§ **EXERCISE DIRECTIONS**
Write out every record again, exactly.
=== INFORMATION SUPPLIED ===
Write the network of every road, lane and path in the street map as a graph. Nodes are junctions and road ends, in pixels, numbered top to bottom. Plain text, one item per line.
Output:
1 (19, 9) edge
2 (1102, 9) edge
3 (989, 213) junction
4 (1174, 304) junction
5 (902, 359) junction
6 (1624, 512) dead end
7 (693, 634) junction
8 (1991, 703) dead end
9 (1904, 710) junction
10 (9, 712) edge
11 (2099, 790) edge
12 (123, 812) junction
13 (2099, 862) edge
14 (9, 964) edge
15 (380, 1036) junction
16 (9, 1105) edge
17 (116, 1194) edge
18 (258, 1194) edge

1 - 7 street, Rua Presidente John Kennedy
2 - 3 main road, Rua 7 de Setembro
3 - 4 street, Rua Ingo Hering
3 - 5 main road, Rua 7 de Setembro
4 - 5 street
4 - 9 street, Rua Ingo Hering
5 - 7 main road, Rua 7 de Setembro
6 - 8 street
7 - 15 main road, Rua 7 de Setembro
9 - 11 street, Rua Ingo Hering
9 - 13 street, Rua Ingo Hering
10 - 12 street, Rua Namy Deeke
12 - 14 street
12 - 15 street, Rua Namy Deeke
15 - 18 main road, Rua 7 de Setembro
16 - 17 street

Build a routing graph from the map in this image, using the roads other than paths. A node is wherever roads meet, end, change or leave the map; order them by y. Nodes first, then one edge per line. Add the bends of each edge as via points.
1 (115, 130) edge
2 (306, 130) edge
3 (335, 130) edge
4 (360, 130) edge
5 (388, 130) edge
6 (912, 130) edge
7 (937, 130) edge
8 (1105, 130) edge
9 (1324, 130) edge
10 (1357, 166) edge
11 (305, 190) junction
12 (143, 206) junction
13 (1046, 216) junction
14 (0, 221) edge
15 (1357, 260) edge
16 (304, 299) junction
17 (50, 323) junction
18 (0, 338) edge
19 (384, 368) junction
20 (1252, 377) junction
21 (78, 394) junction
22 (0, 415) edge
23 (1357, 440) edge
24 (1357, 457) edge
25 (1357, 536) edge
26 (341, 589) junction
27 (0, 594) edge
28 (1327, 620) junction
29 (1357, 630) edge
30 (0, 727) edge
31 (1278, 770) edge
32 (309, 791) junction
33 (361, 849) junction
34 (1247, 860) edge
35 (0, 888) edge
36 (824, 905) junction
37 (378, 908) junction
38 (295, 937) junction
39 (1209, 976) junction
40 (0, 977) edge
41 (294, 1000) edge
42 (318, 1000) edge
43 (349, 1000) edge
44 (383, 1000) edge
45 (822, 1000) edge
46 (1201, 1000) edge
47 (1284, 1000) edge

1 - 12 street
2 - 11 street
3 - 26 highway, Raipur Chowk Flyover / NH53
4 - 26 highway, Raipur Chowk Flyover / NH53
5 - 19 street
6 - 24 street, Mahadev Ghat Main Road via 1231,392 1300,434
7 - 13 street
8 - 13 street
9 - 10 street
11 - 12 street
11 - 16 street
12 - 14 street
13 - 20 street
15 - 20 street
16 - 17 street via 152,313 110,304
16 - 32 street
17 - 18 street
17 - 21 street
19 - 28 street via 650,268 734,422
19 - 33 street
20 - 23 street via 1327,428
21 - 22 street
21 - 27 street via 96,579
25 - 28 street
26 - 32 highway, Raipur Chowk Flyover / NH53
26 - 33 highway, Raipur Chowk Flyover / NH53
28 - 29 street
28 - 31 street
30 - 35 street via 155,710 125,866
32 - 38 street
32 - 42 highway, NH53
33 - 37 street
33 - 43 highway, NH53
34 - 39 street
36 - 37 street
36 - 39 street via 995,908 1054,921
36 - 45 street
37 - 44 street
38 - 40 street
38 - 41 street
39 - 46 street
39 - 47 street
===
§ **RESPONSE TO THE TASK**
Write the network of every road, lane and path in the street map as a graph. Nodes are junctions and road ends, in pixels, numbered top to bottom. Plain text, one item per line.
Output:
1 (19, 9) edge
2 (1102, 9) edge
3 (989, 213) junction
4 (1174, 304) junction
5 (902, 359) junction
6 (1624, 512) dead end
7 (693, 634) junction
8 (1991, 703) dead end
9 (1904, 710) junction
10 (9, 712) edge
11 (2099, 790) edge
12 (123, 812) junction
13 (2099, 862) edge
14 (9, 964) edge
15 (380, 1036) junction
16 (9, 1105) edge
17 (116, 1194) edge
18 (258, 1194) edge

1 - 7 street, Rua Presidente John Kennedy
2 - 3 main road, Rua 7 de Setembro
3 - 4 street, Rua Ingo Hering
3 - 5 main road, Rua 7 de Setembro
4 - 5 street
4 - 9 street, Rua Ingo Hering
5 - 7 main road, Rua 7 de Setembro
6 - 8 street
7 - 15 main road, Rua 7 de Setembro
9 - 11 street, Rua Ingo Hering
9 - 13 street, Rua Ingo Hering
10 - 12 street, Rua Namy Deeke
12 - 14 street
12 - 15 street, Rua Namy Deeke
15 - 18 main road, Rua 7 de Setembro
16 - 17 street

Build a routing graph from the map in this image, using the roads other than paths. A node is wherever roads meet, end, change or leave the map; order them by y. Nodes first, then one edge per line. Add the bends of each edge as via points.
1 (115, 130) edge
2 (306, 130) edge
3 (335, 130) edge
4 (360, 130) edge
5 (388, 130) edge
6 (912, 130) edge
7 (937, 130) edge
8 (1105, 130) edge
9 (1324, 130) edge
10 (1357, 166) edge
11 (305, 190) junction
12 (143, 206) junction
13 (1046, 216) junction
14 (0, 221) edge
15 (1357, 260) edge
16 (304, 299) junction
17 (50, 323) junction
18 (0, 338) edge
19 (384, 368) junction
20 (1252, 377) junction
21 (78, 394) junction
22 (0, 415) edge
23 (1357, 440) edge
24 (1357, 457) edge
25 (1357, 536) edge
26 (341, 589) junction
27 (0, 594) edge
28 (1327, 620) junction
29 (1357, 630) edge
30 (0, 727) edge
31 (1278, 770) edge
32 (309, 791) junction
33 (361, 849) junction
34 (1247, 860) edge
35 (0, 888) edge
36 (824, 905) junction
37 (378, 908) junction
38 (295, 937) junction
39 (1209, 976) junction
40 (0, 977) edge
41 (294, 1000) edge
42 (318, 1000) edge
43 (349, 1000) edge
44 (383, 1000) edge
45 (822, 1000) edge
46 (1201, 1000) edge
47 (1284, 1000) edge

1 - 12 street
2 - 11 street
3 - 26 highway, Raipur Chowk Flyover / NH53
4 - 26 highway, Raipur Chowk Flyover / NH53
5 - 19 street
6 - 24 street, Mahadev Ghat Main Road via 1231,392 1300,434
7 - 13 street
8 - 13 street
9 - 10 street
11 - 12 street
11 - 16 street
12 - 14 street
13 - 20 street
15 - 20 street
16 - 17 street via 152,313 110,304
16 - 32 street
17 - 18 street
17 - 21 street
19 - 28 street via 650,268 734,422
19 - 33 street
20 - 23 street via 1327,428
21 - 22 street
21 - 27 street via 96,579
25 - 28 street
26 - 32 highway, Raipur Chowk Flyover / NH53
26 - 33 highway, Raipur Chowk Flyover / NH53
28 - 29 street
28 - 31 street
30 - 35 street via 155,710 125,866
32 - 38 street
32 - 42 highway, NH53
33 - 37 street
33 - 43 highway, NH53
34 - 39 street
36 - 37 street
36 - 39 street via 995,908 1054,921
36 - 45 street
37 - 44 street
38 - 40 street
38 - 41 street
39 - 46 street
39 - 47 street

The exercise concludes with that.